Esses loteamentos sem vida, sem calor humano e de exclusão socioespacial, em geral, acabam por virar bolsões de pobreza, drogadição e ociosidade de adolescentes e jovens, já que estão no meio de lugar nenhum. Quantos empreendimentos desse tipo tiveram êxito? Além do mais, o custo de se levar infraestrutura, transporte, educação, saúde, etc. é rateado entre todos os cidadãos, inclusive entre os que não querem ver pobre na frente.  Fora a dor de cabeça que terão com o aumento da violência porque nenhum ser humano tolera segregação.
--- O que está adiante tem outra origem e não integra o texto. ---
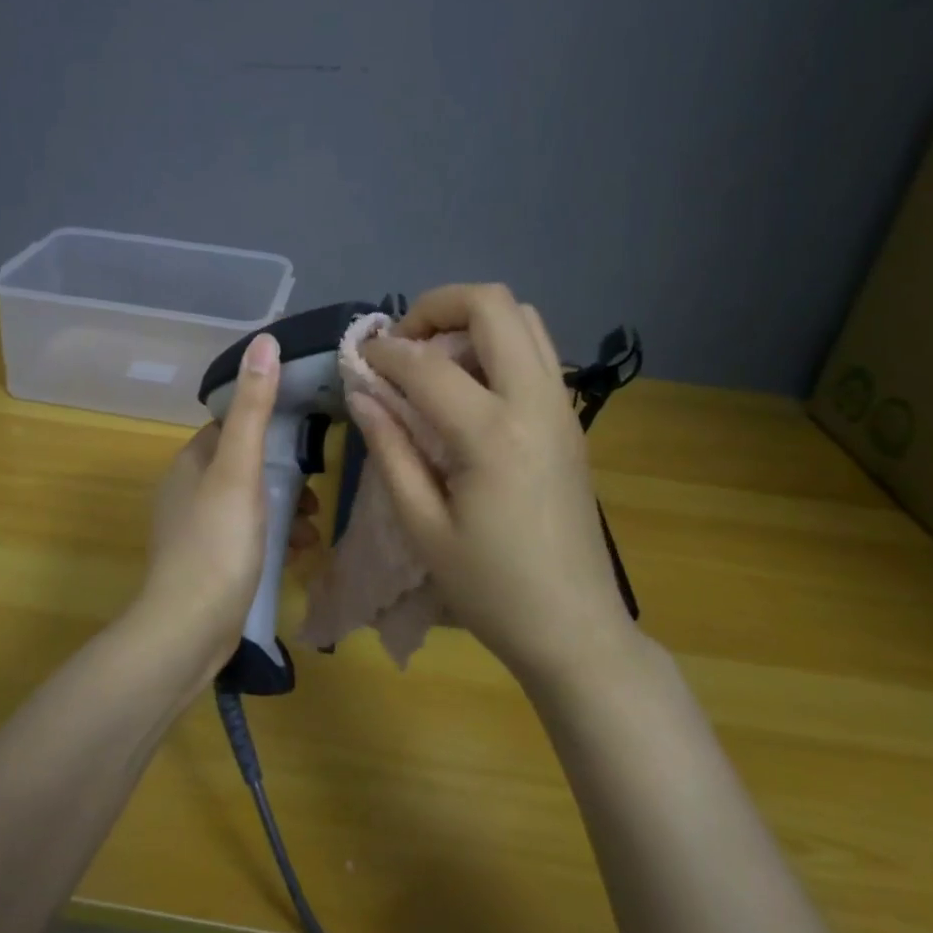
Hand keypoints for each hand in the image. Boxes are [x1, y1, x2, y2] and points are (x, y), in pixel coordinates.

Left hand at [140, 334, 320, 675]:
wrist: (189, 629)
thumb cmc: (217, 542)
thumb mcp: (240, 470)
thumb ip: (255, 409)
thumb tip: (264, 341)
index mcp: (190, 462)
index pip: (232, 425)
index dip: (269, 425)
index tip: (306, 434)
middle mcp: (187, 490)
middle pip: (245, 465)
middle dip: (283, 474)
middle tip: (315, 487)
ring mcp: (196, 529)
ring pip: (249, 503)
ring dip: (283, 508)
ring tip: (312, 525)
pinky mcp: (208, 563)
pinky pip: (247, 536)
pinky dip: (273, 536)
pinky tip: (298, 552)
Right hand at [351, 284, 632, 684]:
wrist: (576, 628)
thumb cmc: (491, 588)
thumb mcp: (423, 527)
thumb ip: (390, 450)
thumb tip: (363, 393)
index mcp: (493, 434)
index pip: (426, 365)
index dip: (382, 353)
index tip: (357, 359)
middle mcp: (536, 402)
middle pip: (494, 304)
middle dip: (437, 306)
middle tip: (402, 344)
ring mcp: (562, 407)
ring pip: (524, 319)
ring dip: (472, 322)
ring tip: (433, 362)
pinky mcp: (571, 421)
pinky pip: (537, 352)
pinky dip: (497, 345)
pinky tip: (468, 388)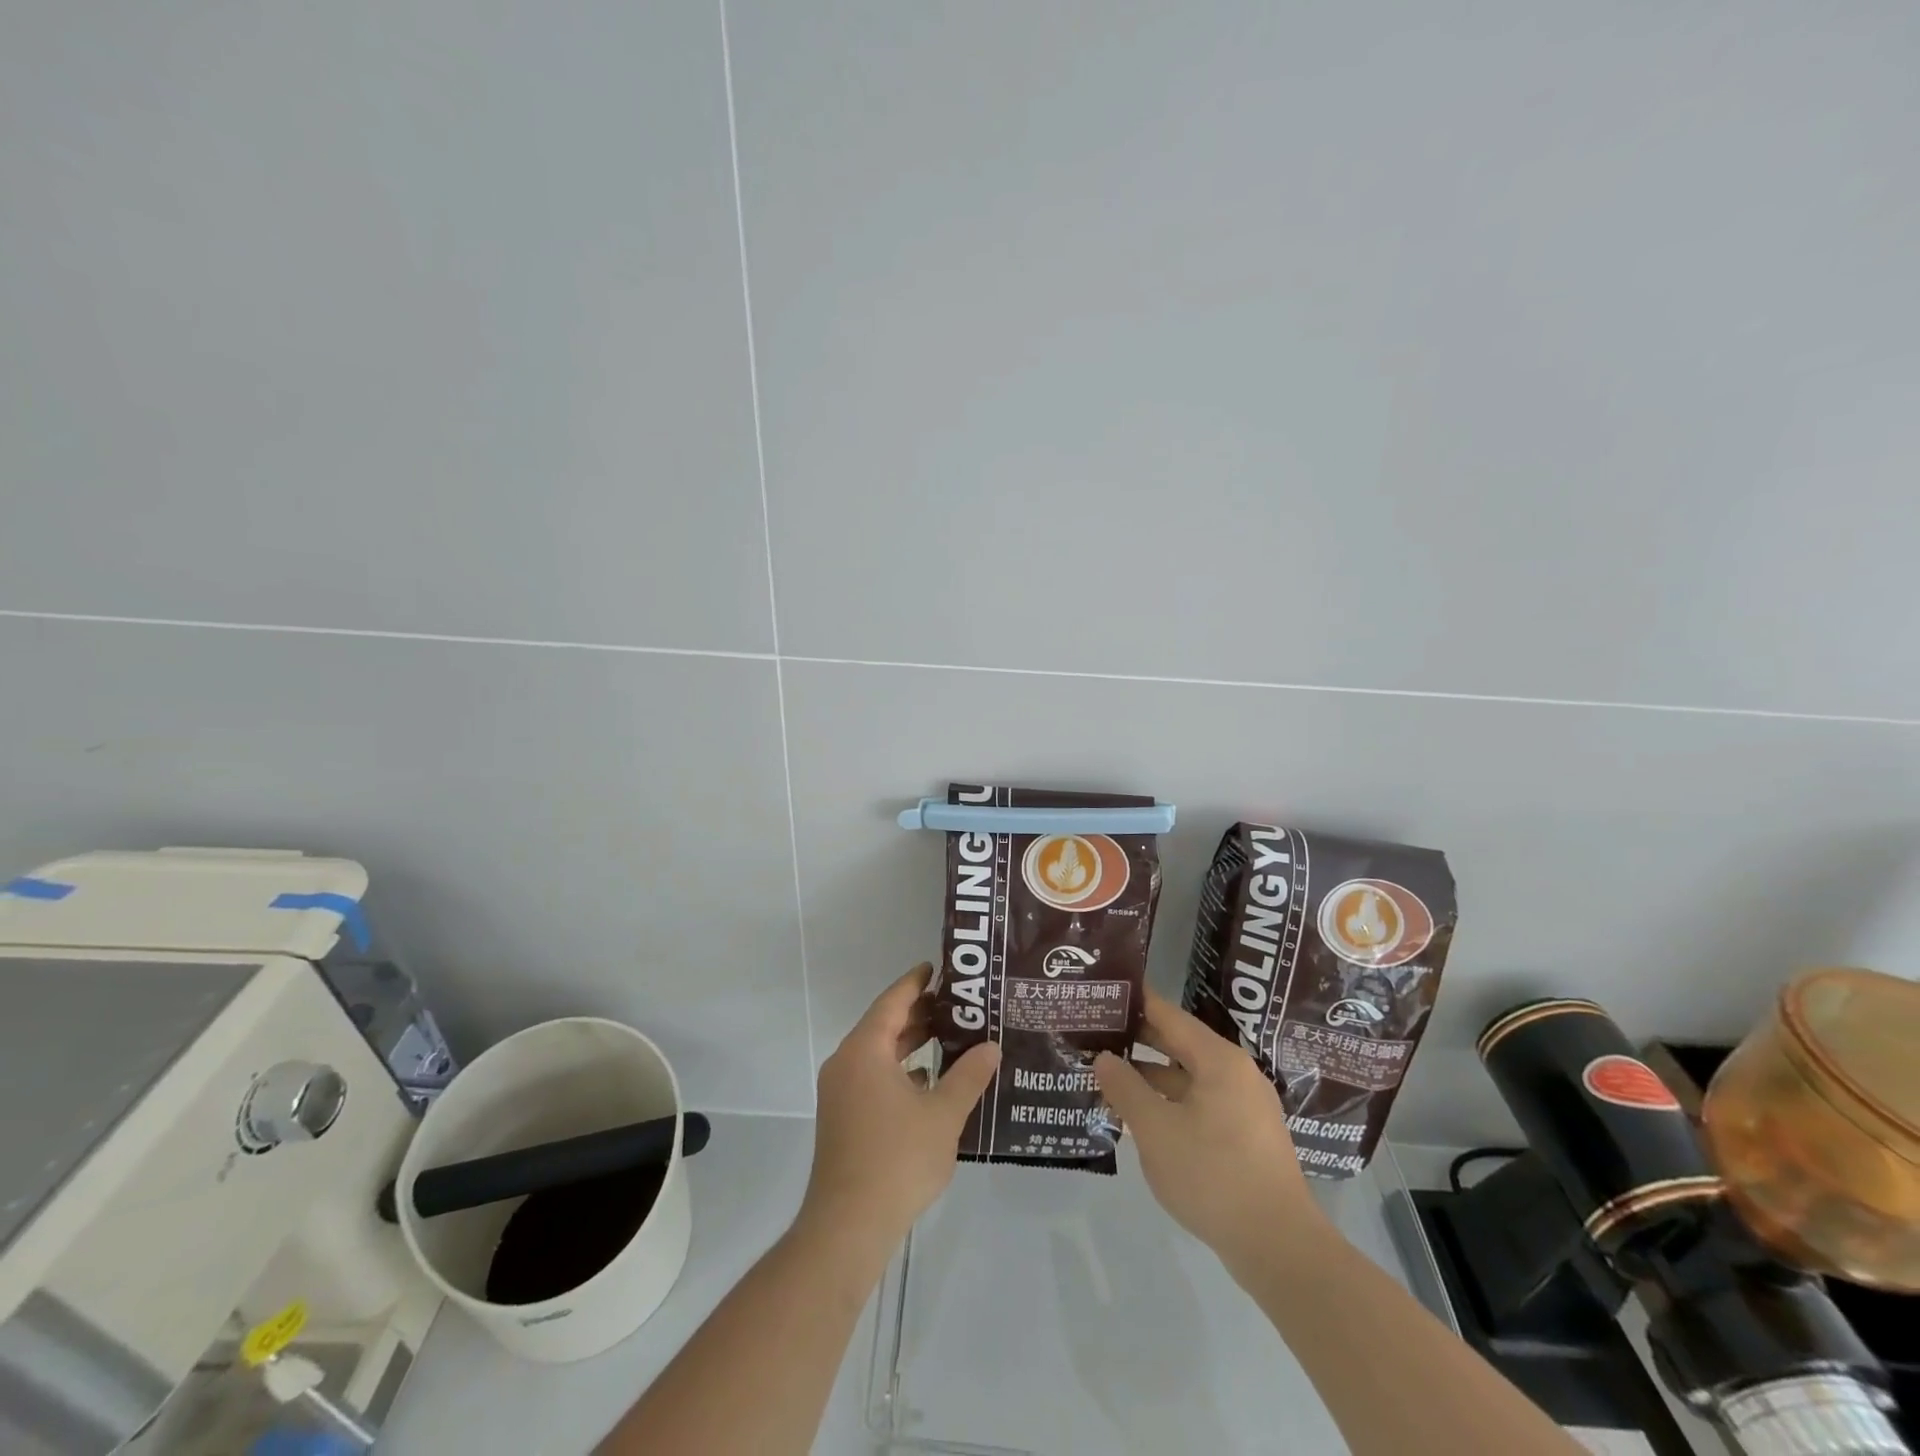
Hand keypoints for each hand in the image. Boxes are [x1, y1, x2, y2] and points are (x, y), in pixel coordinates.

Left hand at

Quando a elite carioca viu surgir o primeiro barraco “pendurado no morro”, em vez de fazer poesia deveria ter percebido que isso não acabaria bem e ter dado alerta, visto que ser humano não é bicho. Porém, sentiu-se segura e aliviada. Agora, está vendo no que deu. A cidade mais bonita do mundo virou um inferno, afinal desde o Éden não há paraíso que o egoísmo e o desamor não destruam.

Quando ando pelo Centro de Piracicaba – onde toda infraestrutura já existe, assim como serviços – vejo quadras inteiras de casas vazias, algumas se decompondo, outras pichadas de cima abaixo. Um acinte a quem não tem teto. Onde borbulhava vida sobra vazio, solidão, promiscuidade, ratos e baratas. Nossa praça retrata isso. Até agora não vi um prefeito porreta que encare os responsáveis por este caos a fim de colocá-los no seu devido lugar, afinal, cidade é espaço de vida e não de especulação.

Como fazer eu não sei, mas tenho certeza que onde há boa vontade, ética, compromisso com a dignidade humana, solidariedade e compaixão, tudo é possível. Poder público, população organizada, Caixa Econômica, ACIPI, mercado imobiliário, empreiteiras, etc. juntos podem fazer milagres e servirem de modelo para o Brasil.